Thursday 29 March 2012

Amazon's Bezos to raise Apollo rockets from watery grave


Apollo 11 lifts off on July 16, 1969.
(Credit: NASA)
Not to be outdone by "Titanic" director James Cameron, Amazon's Jeff Bezos has just announced that after searching the seafloor, he's located the rockets that thrust Neil Armstrong toward the moon more than 40 years ago and plans to bring them back onto dry land.
Writing on his "Bezos Expeditions" blog today, the e-commerce guru and would-be space explorer said his team had located the five F-1 rockets that lifted the Apollo 11 mission spaceward and then plunged into the Atlantic.

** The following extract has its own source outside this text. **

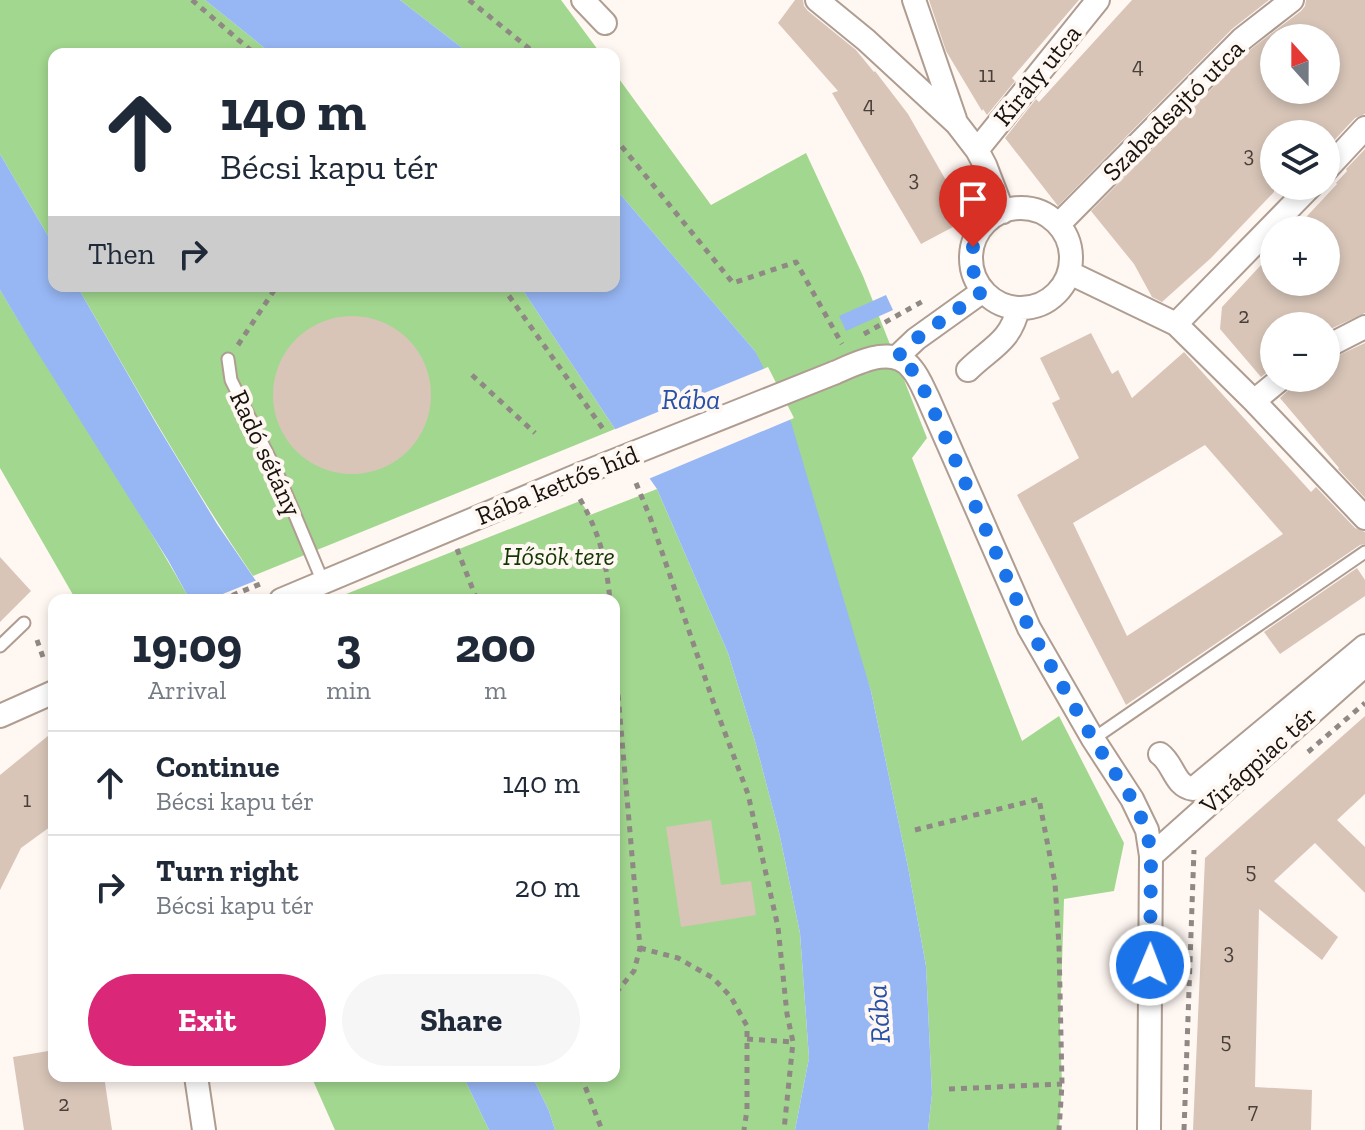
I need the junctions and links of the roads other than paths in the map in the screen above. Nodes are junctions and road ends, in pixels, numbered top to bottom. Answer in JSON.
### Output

The F-1s, pre-Davy Jones' Locker.
(Credit: NASA)
"I'm excited to report that, using state-of-the-art deep sea sonar, the team has found the Apollo 11 engines lying 14,000 feet below the surface, and we're making plans to attempt to raise one or more of them from the ocean floor," Bezos wrote. "We don't know yet what condition these engines might be in -- they hit the ocean at high velocity and have been in salt water for more than 40 years. On the other hand, they're made of tough stuff, so we'll see."
The rockets still belong to NASA, Bezos said, and if one or more are indeed recovered, he hopes one will end up in the Smithsonian and perhaps another will touch down at the Museum of Flight in Amazon's hometown of Seattle.
"NASA is one of the few institutions I know that can inspire five-year-olds," Bezos wrote. "It sure inspired me, and with this endeavor, maybe we can inspire a few more youth to invent and explore."